From Occupy Frankfurt 2001 By Blogotron (Own work) [CC0], via Wikimedia Commons
From Occupy Frankfurt 2001
By Blogotron (Own work) [CC0], via Wikimedia Commons
Apparently some have decided that Moses is NOT coming back and so it is time for a new plan. And so they start to cause trouble. I note in the WP commentary that the verb used as they gather around Aaron is also used in another part of the story where it is an explicit threat. Maybe Aaron is an unwilling part of this foray into idolatry?  But at the same time the text makes it seem that Aaron is fairly easily convinced to follow a new path. At the very least we are not told that he raises any objections. In fact it almost appears that the making of the Calf is his plan from the beginning.

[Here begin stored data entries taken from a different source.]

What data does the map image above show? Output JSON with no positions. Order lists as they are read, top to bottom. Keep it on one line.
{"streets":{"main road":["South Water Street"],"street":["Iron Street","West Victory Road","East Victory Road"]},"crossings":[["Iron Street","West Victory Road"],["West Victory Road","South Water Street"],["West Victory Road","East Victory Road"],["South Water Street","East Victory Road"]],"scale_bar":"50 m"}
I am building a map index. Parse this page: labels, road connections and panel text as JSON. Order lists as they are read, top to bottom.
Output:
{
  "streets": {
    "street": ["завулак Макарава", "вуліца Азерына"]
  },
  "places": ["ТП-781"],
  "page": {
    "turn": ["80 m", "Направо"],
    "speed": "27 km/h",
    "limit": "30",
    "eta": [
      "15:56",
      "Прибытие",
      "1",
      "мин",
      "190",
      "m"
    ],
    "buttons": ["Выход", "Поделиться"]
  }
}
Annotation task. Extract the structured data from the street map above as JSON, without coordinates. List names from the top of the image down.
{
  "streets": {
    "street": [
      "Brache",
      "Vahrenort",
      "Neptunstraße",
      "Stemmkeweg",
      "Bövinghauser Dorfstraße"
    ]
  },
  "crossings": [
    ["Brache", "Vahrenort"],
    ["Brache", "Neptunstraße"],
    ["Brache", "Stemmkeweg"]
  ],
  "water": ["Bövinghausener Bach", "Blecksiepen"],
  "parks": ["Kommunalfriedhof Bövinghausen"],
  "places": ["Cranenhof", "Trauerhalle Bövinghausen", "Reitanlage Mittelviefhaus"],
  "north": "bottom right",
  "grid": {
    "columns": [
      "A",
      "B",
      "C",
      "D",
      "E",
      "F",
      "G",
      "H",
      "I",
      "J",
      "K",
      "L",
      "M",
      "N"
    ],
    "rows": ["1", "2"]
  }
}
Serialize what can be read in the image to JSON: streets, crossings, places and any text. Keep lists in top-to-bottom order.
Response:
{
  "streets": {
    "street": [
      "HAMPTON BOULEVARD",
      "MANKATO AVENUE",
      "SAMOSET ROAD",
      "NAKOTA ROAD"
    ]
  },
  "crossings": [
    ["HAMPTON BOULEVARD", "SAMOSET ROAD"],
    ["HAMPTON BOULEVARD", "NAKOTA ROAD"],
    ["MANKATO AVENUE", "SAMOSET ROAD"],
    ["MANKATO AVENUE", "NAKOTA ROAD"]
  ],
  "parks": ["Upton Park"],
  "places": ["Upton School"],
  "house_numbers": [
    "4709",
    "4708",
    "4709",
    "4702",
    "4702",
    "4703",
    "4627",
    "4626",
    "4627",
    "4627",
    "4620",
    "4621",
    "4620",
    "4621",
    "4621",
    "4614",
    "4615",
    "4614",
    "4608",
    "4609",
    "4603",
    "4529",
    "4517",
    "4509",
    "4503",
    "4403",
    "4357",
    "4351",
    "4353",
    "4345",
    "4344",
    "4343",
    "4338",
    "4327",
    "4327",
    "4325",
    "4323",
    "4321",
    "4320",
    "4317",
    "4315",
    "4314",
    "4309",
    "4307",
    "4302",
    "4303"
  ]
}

Earlier someone posted this link in the Narrative Lectionary group on FB which suggests how the rabbis have wrestled with this willingness of Aaron to be led (or perhaps to help lead) astray.  The suggestion they make fits quite well with the explanation Aaron offers to Moses in the second half of chapter 32, which is not part of the suggested reading for this week.

One of the questions I always ask as a part of my sermon prep is “why do we still read this story? What is God saying to us today through these ancient words?”. As I ask that today I begin to wonder if we are still that impatient, if we are still so willing to turn aside and find another path when God seems slow to respond.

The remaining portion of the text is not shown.